A controversial plan to build a 10,000 case winery and creamery, tasting room and event facilities on a remote stretch of Sonoma Mountain Road comes before the Sonoma County Board of Supervisors Tuesday in its regular afternoon session in Santa Rosa. But more than just a wine-and-cheese permit may be under discussion, as the applicants were involved with a controversial non-permitted event earlier this month in rural Knights Valley, on Highway 128 between Healdsburg and Calistoga.
UPDATE: The Board of Supervisors voted 4-1 to approve the project on Nov. 15 at their regular session. Supervisor Susan Gorin dissented. See the story in the Press-Democrat.
The 55-acre Sonoma property, known as Belden Barns, is located at 5561 Sonoma Mountain Road, 1.5 miles east of Sonoma Mountain-Pressley Road. The owners of the project, Nate and Lauren Belden, have been producing pinot noir and other wine grapes since they purchased the property in 2005, though they made Sonoma their full-time home only since 2012. They also produce “farmstead” food products, including vegetables, fruit, eggs and cheese.
Critics of the proposal – which include the Sonoma Ecology Center, Valley of the Moon Alliance and Friends of Sonoma Mountain Road among others – say the project “would permanently damage the environment, create and exacerbate dangerous road conditions and threaten the critical wildlife corridor that runs through the Sonoma Valley over Sonoma Mountain.” They expressed concern that approval of the project would “establish a dangerous precedent” for commerical operations on Sonoma Mountain Road, as being the first of its kind.

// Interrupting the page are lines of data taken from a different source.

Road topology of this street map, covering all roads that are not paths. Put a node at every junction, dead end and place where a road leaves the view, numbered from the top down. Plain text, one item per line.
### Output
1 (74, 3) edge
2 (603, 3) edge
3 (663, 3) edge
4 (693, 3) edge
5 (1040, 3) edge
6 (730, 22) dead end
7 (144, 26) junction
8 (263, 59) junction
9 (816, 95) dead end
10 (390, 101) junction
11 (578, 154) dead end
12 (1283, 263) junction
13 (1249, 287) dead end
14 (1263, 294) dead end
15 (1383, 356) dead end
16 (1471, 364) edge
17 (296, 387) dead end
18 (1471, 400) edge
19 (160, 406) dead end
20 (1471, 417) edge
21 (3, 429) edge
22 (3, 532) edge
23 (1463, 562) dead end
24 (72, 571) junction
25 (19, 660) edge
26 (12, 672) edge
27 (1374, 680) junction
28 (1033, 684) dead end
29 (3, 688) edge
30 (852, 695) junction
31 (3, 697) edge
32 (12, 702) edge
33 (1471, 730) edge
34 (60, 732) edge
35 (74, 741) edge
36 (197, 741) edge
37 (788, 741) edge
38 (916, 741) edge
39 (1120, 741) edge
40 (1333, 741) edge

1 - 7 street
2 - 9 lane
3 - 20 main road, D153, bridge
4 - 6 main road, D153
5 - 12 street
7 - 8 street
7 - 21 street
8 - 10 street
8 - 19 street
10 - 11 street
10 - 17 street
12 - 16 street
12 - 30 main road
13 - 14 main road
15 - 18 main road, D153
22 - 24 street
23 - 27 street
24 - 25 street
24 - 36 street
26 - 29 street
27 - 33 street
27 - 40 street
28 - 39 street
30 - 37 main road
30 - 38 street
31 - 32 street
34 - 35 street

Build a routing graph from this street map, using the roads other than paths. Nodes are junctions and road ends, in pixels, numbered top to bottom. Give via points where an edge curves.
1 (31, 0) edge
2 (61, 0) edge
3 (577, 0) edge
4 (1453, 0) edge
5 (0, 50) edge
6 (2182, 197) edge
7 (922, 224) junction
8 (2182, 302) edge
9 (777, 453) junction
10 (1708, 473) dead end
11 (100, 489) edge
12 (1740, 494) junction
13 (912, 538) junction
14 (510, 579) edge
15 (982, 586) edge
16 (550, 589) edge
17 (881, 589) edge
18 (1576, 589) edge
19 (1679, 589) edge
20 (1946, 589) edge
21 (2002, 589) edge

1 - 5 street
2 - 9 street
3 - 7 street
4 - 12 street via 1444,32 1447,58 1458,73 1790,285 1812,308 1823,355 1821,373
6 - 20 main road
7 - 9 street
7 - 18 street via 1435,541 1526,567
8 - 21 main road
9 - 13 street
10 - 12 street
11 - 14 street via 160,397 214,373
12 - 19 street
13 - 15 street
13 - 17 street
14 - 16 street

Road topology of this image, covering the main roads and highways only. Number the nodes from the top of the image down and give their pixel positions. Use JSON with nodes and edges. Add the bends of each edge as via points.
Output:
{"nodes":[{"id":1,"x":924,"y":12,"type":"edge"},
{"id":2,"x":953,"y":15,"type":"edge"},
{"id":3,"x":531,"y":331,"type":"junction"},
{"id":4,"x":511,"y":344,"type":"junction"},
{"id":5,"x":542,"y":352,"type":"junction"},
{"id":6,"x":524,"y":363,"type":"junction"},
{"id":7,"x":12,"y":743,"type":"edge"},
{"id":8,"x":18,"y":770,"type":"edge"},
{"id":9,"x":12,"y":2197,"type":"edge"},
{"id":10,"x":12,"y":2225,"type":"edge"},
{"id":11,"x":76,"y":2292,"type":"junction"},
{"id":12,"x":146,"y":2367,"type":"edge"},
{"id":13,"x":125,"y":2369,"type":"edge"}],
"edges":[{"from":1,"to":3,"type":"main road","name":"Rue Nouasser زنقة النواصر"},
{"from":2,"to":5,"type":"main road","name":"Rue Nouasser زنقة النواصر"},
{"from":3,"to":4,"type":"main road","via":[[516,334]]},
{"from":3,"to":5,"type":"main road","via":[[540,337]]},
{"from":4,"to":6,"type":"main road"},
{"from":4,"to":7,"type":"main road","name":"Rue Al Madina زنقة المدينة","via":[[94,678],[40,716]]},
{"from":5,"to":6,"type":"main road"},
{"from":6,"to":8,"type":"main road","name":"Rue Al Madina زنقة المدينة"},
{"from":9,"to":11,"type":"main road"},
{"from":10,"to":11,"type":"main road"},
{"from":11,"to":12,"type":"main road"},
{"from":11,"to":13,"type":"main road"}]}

As Friends of Sonoma Mountain, the groups filed a lawsuit against the County in October of 2014, for approving the project’s permit application. The suit was dismissed in July 2015, pursuant to a settlement agreement that would include an Environmental Impact Report, which was issued last month.
The purpose of the Nov. 15 Board of Supervisors meeting is to conduct a hearing on the final Environmental Impact Report (EIR) and the merits of the project. The EIR that Belden Barns is presenting shows modifications from its original proposal, reducing the number of events from 12 to eight and minor changes in design.
The Belden permit application asks for retail sales and tasting of both wine and cheese, and permission to hold eight “agricultural promotional” events a year, including seasonal wine and farm events of up to 200 people, club member pick-ups of under 100 and a summer “wine and farm event or wedding” of 150.
Overall, the Beldens say the project objective is to “create an economically self-sufficient and viable business growing and selling wine and farmstead food.” In a December 2015 article in Made Local magazine, Nate Belden calls opposition to the project part of “a knee-jerk reaction to the wine business right now,” and said the plaintiffs in the 2015 lawsuit “misunderstand the scope of the proposed project.”
“The cheese operation would fit in a trailer,” he is reported as saying, adding that challenging it as being too large “is analogous to thinking that someone knitting gloves to sell on Etsy is the same as Levi’s building a huge clothes factory.” The Beldens were unable to respond to request for comment by press time.
Both Nate and Lauren Belden were featured speakers at a Nov. 4 event in Knights Valley called Harvest Summit, a one-day “exclusive gathering of innovators, influencers and tastemakers” that included 300 “transformative leaders in technology, media & entertainment, food & wine and consumer products.” Among the other speakers were Sonoma County Supervisor James Gore and his wife Elizabeth Gore, State Senator Mike McGuire, and Jon Sebastiani of Sonoma Brands. The event began with a “guided mediation” and concluded with a happy hour.